Thought Barbara Steele is English her breakthrough in horror movies came in Italian cinema. She will always be remembered for her pivotal role in Mario Bava’s 1960 classic Black Sunday, also known as The Mask of Death in its uncut form. A year later she starred alongside Vincent Price in Roger Corman’s ongoing love letter to Edgar Allan Poe in The Pit and the Pendulum.

The Italian horror The Horrible Dr Hitchcock followed but it was from 1963 that Steele would star in a succession of great horror movies. The Ghost and The Long Hair of Death are deemed as horror classics and Steele gives great performances in them. Sandwiched in between was a non horror movie ironically directed by one of the great Italian horror maestros Lucio Fulci.

In 1964 came another terrific memorable role in the sublime and very creepy Castle of Blood, where she played a ghost. Movies such as Nightmare Castle and An Angel for Satan only underlined her horror status. By the late 60s she had secured a role in the very entertaining horror Curse of the Crimson Altar alongside Boris Karloff and Christopher Lee.
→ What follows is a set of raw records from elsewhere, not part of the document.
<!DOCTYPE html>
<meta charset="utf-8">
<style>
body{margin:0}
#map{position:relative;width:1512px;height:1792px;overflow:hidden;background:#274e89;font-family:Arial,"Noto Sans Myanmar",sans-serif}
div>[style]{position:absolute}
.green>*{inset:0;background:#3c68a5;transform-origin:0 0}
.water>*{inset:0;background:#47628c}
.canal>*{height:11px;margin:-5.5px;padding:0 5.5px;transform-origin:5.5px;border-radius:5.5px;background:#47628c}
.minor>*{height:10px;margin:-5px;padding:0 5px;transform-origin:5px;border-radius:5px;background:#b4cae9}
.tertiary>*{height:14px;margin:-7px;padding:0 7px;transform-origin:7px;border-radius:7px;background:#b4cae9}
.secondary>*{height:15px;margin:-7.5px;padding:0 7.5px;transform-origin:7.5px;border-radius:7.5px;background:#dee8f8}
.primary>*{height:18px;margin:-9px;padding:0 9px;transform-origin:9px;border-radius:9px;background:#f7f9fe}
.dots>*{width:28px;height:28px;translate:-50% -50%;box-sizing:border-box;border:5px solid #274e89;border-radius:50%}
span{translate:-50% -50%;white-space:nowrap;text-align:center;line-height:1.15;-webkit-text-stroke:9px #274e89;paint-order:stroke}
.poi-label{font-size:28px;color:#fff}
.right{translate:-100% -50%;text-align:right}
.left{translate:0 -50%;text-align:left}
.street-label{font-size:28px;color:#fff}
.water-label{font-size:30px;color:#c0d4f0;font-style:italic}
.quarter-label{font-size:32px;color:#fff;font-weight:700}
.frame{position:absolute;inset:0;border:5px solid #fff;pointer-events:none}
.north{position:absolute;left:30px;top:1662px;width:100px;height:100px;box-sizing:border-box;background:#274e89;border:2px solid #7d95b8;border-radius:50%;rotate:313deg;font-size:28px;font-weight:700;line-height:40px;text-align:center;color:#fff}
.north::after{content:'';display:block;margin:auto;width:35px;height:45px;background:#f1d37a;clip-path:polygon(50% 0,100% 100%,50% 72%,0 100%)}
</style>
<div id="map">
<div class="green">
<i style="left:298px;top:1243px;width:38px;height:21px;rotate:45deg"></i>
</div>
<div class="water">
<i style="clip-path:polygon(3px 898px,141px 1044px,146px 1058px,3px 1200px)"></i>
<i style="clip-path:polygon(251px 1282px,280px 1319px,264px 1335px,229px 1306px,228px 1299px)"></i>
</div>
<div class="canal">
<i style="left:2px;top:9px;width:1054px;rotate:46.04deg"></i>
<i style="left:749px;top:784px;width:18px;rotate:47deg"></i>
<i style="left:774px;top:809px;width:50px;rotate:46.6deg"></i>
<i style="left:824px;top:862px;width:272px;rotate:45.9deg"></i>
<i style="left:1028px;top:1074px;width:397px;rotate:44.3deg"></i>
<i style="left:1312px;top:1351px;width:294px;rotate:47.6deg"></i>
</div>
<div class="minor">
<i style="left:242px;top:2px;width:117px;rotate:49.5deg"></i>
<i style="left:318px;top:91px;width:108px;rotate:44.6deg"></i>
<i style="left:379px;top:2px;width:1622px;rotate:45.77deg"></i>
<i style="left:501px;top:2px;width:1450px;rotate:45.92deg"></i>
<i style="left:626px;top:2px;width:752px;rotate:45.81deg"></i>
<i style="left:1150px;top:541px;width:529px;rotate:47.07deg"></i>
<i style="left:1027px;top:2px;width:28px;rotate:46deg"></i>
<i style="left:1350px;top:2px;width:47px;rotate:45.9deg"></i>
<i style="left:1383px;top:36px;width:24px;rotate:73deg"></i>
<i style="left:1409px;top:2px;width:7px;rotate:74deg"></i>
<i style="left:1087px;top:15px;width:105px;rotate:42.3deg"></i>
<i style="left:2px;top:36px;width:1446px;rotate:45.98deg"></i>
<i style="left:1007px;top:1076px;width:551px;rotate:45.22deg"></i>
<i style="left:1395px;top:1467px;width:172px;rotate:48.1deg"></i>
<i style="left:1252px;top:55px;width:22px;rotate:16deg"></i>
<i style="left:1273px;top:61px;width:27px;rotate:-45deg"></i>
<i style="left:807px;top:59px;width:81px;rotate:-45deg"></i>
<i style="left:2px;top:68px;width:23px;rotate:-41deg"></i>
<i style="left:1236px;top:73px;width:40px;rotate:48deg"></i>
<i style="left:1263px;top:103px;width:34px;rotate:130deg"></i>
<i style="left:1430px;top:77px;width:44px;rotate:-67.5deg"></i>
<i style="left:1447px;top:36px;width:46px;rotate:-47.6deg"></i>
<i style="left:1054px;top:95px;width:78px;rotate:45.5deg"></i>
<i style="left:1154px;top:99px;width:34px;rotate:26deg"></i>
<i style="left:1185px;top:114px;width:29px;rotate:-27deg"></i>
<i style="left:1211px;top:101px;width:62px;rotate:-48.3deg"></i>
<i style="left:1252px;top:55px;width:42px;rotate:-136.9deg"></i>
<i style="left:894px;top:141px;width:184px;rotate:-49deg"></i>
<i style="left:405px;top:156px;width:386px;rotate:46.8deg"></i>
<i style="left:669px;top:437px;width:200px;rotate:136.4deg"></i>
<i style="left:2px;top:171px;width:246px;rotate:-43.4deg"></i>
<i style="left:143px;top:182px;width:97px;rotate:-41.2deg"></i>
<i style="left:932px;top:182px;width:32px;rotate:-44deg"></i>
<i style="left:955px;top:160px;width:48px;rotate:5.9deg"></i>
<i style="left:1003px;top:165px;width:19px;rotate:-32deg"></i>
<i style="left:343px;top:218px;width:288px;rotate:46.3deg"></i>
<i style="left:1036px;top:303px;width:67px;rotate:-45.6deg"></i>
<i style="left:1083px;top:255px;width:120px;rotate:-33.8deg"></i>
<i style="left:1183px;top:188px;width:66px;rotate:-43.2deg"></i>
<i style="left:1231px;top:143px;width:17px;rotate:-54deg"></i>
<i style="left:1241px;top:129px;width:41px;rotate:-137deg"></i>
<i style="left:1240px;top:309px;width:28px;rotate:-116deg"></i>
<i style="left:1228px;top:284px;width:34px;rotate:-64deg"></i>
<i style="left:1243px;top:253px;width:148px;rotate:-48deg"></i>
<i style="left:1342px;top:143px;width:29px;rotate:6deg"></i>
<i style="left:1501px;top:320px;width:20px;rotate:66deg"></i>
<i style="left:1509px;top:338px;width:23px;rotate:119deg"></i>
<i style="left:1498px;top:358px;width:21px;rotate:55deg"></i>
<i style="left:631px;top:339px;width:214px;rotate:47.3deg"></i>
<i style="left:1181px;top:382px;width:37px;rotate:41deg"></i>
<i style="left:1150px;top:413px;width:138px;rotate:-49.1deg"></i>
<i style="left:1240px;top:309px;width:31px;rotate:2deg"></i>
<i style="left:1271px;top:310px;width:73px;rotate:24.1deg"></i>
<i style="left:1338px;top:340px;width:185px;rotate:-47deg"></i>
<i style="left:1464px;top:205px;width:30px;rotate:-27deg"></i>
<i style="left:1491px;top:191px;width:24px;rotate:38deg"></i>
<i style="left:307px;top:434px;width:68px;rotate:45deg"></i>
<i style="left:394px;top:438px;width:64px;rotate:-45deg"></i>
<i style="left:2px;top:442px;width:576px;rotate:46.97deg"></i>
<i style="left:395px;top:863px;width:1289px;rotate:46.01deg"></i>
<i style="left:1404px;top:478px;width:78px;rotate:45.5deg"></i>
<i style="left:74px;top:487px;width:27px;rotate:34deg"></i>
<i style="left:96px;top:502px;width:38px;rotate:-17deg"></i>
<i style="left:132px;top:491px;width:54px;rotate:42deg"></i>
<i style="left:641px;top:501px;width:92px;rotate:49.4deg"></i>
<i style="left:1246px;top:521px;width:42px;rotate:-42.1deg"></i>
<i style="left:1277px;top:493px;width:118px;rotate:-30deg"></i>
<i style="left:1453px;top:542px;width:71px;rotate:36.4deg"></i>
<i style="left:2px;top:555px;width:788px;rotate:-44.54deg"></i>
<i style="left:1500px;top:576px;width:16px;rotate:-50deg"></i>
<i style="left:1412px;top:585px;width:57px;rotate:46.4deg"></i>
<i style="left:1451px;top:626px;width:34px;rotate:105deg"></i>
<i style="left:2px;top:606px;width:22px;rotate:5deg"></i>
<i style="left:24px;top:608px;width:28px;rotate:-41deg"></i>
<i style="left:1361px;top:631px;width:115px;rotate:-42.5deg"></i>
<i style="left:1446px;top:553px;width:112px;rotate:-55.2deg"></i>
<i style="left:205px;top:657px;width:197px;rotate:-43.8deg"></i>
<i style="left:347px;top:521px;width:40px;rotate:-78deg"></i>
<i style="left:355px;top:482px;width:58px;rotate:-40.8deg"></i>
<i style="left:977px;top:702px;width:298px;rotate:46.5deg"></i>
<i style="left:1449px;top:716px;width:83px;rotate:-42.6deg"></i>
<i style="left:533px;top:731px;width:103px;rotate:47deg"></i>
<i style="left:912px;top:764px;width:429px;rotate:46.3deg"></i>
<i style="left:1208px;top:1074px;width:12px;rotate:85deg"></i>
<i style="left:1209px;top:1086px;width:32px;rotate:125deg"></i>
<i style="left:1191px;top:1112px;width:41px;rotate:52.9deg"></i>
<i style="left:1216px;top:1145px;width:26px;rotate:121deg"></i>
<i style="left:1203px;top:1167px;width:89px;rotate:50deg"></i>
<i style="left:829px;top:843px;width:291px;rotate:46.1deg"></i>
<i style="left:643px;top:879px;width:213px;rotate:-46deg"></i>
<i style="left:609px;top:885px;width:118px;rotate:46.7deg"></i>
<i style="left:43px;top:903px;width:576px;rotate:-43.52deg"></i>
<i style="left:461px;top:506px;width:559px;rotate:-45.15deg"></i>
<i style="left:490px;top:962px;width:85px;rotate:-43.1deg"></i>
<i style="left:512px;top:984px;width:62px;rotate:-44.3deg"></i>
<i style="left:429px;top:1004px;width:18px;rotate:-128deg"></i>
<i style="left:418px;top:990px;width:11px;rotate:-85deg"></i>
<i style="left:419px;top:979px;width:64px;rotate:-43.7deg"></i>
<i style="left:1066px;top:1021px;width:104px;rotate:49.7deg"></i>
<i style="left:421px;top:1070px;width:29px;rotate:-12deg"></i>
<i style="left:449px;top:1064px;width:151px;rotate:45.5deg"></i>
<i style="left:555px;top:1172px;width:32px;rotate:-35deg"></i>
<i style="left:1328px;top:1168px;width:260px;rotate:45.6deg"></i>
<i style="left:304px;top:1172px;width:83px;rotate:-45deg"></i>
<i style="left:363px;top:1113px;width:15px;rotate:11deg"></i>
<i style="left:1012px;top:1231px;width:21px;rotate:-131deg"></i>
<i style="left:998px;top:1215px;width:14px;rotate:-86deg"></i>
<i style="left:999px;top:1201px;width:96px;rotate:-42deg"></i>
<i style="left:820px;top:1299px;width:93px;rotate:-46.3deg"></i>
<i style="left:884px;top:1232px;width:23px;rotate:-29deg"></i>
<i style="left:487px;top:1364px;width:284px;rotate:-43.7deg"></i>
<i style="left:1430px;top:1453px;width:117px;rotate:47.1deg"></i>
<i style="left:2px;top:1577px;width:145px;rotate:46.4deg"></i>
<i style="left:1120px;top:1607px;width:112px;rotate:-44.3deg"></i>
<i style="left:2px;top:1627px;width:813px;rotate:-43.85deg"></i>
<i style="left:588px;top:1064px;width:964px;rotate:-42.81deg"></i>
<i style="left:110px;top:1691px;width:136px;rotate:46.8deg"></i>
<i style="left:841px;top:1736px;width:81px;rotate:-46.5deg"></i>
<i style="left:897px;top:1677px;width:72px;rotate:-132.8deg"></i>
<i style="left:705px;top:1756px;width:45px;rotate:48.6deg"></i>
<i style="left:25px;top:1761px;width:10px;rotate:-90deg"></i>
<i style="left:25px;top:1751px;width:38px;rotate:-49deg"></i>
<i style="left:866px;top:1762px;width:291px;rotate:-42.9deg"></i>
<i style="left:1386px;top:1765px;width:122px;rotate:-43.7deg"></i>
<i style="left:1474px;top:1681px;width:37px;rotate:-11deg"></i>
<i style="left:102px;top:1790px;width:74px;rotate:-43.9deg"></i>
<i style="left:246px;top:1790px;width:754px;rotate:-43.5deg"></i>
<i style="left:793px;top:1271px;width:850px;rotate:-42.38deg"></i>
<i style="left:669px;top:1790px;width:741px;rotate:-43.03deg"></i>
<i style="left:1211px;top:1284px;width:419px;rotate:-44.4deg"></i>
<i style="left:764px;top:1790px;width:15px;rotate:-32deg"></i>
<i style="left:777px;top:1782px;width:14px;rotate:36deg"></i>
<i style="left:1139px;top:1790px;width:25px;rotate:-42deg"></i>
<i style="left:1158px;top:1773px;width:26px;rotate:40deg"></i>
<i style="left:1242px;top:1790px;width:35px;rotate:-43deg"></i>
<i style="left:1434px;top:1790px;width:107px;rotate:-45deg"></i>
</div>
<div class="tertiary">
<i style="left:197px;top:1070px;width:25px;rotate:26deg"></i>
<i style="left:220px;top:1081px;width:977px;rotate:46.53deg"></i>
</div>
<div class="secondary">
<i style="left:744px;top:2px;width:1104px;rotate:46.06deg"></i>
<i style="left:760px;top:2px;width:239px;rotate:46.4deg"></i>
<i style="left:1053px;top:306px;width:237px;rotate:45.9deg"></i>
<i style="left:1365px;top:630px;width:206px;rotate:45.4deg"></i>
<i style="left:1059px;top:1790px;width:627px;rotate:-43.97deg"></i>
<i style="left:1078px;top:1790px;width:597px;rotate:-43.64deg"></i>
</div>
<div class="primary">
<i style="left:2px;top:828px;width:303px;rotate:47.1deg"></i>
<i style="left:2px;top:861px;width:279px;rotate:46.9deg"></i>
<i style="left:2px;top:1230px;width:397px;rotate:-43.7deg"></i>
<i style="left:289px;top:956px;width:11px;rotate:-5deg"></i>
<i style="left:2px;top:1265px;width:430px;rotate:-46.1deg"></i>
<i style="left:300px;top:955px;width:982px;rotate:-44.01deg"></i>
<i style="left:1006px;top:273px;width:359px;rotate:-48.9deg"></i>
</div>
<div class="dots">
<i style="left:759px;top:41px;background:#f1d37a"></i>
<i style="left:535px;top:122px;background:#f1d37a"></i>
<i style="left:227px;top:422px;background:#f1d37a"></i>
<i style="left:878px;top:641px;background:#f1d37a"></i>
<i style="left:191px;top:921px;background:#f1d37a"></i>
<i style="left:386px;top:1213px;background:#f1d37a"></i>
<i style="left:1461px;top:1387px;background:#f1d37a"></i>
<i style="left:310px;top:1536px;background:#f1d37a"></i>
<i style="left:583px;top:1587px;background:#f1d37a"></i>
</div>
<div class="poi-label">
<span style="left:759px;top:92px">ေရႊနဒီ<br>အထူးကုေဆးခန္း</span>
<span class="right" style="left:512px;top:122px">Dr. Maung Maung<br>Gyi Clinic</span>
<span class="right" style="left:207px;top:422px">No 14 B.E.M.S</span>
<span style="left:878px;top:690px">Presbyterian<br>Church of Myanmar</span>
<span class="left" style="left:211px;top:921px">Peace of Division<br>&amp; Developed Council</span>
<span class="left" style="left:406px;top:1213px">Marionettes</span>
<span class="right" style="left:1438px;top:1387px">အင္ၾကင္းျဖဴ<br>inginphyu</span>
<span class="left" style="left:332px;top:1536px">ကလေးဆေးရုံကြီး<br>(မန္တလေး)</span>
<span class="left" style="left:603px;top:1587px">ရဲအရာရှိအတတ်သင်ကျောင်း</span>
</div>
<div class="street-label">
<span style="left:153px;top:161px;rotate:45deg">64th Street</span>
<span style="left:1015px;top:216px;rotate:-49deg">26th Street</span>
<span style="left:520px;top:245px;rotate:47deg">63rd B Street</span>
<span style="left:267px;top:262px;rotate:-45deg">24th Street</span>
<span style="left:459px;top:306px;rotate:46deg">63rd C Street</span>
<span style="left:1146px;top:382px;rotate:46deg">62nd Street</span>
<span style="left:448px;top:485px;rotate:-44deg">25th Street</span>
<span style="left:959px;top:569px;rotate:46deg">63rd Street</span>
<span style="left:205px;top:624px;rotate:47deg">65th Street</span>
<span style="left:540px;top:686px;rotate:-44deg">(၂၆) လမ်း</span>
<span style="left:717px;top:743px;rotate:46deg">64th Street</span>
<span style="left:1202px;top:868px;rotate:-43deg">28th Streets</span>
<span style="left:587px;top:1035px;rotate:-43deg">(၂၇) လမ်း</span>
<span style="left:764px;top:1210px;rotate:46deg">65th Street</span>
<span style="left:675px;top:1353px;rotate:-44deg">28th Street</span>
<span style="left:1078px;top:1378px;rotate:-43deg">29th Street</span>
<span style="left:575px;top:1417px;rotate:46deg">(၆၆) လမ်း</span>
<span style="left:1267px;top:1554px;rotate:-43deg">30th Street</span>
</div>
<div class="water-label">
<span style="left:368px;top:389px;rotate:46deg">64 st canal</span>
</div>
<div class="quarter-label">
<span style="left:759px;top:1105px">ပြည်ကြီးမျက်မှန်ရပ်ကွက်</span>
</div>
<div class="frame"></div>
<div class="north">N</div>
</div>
In the 1970’s her horror career ultimately slowed down but she still starred in two strong pictures. The first was David Cronenberg’s Shivers and then in 1978 she starred in Piranha. In 1980 she marked three different decades in the genre with the American horror film Silent Scream. She announced her retirement in 1991. However to everyone’s delight 19 years later she came back to star in the underrated horror movie The Butterfly Room.